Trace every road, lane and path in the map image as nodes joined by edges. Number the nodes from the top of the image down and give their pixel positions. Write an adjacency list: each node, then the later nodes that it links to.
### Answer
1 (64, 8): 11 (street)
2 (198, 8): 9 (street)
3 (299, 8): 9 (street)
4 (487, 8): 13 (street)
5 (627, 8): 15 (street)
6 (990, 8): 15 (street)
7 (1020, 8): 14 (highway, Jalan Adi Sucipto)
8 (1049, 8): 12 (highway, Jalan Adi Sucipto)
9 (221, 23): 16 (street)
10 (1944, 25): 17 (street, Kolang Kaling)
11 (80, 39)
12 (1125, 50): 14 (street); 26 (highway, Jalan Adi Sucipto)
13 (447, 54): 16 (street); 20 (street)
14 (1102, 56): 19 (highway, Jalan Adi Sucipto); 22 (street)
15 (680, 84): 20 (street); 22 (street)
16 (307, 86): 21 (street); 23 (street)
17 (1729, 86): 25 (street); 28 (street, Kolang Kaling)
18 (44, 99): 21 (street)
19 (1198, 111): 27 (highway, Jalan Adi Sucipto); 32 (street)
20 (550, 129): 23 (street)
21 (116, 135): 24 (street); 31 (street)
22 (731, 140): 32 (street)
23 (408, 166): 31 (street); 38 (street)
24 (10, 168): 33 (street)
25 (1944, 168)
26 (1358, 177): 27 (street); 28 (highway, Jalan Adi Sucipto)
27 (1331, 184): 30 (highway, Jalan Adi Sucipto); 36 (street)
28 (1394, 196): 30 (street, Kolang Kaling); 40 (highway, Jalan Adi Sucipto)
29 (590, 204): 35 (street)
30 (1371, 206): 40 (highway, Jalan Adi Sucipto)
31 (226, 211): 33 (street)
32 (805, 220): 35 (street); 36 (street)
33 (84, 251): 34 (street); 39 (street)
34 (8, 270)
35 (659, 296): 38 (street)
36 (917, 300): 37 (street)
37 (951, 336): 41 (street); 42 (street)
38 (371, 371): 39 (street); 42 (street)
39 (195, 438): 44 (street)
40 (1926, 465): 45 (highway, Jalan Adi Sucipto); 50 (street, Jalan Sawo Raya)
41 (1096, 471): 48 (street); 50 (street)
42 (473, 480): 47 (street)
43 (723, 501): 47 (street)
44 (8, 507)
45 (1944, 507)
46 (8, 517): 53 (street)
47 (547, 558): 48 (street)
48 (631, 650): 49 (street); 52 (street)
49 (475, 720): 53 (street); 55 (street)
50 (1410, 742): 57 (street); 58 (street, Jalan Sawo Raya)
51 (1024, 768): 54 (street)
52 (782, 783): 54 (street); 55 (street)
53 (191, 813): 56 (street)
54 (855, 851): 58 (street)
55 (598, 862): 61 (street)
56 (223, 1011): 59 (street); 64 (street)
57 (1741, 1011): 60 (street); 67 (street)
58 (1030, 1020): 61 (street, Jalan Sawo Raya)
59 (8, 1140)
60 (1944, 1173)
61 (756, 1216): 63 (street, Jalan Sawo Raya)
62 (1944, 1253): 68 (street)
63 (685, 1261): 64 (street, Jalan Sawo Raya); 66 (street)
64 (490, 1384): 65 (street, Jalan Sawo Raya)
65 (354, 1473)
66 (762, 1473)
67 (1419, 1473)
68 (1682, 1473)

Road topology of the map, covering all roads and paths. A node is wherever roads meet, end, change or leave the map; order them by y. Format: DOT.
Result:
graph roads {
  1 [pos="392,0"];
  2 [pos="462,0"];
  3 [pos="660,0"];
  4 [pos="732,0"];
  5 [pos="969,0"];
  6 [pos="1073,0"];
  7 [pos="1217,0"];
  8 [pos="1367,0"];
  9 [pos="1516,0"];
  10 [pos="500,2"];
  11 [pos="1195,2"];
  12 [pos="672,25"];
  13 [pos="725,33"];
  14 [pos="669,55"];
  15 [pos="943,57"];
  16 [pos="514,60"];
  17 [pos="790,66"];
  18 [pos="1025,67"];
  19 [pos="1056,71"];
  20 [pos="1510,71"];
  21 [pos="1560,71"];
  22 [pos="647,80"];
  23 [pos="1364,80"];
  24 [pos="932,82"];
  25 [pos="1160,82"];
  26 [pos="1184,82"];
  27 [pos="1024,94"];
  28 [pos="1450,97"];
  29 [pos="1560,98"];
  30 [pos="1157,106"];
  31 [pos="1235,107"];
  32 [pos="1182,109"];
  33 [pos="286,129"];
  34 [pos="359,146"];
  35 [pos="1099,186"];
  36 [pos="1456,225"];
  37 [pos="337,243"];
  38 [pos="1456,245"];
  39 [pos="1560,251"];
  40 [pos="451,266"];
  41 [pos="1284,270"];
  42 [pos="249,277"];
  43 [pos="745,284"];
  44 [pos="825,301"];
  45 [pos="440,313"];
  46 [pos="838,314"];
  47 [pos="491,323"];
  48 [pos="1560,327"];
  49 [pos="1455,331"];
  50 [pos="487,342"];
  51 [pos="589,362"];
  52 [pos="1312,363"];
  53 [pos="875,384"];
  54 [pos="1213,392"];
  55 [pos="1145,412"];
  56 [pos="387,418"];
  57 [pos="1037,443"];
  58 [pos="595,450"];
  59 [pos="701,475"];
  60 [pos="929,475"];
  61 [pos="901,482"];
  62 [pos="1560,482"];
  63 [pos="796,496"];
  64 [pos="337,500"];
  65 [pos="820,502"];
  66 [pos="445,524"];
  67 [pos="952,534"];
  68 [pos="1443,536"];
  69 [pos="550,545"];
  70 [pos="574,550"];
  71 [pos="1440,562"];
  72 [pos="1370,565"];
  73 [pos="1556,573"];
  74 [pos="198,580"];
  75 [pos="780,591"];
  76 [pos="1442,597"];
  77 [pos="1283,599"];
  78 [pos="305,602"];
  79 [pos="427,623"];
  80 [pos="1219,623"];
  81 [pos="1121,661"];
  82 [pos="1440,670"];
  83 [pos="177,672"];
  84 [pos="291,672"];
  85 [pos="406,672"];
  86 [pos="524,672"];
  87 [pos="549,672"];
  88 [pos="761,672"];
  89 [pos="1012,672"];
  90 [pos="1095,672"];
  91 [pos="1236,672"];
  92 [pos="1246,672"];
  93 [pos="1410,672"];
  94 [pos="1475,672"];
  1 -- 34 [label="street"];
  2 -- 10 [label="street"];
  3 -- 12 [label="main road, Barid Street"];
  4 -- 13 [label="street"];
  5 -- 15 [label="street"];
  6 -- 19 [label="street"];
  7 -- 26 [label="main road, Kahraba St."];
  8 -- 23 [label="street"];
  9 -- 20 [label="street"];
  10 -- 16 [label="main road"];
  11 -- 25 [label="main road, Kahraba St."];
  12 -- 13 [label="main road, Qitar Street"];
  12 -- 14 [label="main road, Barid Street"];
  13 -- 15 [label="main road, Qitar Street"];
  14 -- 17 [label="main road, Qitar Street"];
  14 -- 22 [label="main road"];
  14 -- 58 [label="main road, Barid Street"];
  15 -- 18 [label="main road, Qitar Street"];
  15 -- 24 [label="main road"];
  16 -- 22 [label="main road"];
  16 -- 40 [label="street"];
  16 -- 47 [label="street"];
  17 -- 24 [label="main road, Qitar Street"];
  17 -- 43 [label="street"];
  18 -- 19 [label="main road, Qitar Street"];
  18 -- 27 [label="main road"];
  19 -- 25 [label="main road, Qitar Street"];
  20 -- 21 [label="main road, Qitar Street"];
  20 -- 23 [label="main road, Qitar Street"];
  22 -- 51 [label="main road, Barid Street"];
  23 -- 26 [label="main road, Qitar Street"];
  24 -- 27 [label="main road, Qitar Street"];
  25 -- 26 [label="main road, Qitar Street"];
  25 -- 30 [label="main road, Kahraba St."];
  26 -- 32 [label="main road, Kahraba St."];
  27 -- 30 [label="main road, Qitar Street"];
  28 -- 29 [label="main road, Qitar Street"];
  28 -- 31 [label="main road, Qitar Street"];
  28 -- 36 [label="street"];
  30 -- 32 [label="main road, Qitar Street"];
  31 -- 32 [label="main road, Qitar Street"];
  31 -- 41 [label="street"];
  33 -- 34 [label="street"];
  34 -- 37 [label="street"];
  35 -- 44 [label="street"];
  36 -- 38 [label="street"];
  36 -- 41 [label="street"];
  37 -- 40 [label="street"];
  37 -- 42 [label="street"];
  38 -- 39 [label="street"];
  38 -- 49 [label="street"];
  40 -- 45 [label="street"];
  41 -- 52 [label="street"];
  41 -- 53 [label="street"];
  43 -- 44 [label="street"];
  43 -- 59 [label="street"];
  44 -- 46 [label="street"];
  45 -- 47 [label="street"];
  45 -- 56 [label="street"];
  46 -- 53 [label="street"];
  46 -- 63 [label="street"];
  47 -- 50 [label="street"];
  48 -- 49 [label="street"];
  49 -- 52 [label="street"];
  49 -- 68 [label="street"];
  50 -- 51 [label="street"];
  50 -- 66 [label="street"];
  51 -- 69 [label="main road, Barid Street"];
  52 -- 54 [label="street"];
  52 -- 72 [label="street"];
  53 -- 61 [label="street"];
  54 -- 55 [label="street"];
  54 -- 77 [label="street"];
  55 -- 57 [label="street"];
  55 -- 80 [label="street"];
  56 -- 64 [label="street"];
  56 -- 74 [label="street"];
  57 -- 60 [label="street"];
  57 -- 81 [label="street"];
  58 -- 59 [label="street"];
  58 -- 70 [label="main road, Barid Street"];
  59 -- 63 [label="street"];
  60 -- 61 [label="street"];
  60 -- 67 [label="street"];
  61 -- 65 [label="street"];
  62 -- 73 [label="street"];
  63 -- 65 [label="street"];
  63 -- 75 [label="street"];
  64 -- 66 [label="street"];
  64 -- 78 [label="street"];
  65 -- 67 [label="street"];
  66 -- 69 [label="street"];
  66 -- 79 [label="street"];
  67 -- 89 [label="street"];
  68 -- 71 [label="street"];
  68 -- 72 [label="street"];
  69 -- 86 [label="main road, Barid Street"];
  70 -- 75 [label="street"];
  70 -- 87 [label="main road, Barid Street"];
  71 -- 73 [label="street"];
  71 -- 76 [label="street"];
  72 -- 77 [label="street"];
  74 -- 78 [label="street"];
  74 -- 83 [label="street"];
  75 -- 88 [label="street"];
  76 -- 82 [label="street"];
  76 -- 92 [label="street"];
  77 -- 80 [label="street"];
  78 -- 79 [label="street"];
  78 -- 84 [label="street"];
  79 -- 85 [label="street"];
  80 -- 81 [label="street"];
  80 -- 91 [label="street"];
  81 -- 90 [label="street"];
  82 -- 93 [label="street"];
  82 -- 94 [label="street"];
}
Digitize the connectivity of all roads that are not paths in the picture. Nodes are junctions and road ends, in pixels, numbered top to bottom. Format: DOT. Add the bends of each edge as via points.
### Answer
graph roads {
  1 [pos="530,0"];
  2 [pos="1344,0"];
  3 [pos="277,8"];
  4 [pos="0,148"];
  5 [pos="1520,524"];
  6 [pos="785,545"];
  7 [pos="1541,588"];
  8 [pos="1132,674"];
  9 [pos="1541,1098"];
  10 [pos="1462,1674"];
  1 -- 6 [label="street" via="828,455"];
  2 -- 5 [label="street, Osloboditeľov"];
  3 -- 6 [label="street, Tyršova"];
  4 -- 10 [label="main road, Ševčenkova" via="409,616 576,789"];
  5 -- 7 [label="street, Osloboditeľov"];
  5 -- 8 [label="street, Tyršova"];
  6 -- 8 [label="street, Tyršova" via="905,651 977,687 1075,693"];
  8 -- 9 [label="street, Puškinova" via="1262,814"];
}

+ + + + +

Tally the lines of the material that hold the word "Kolang", and state only that tally.

3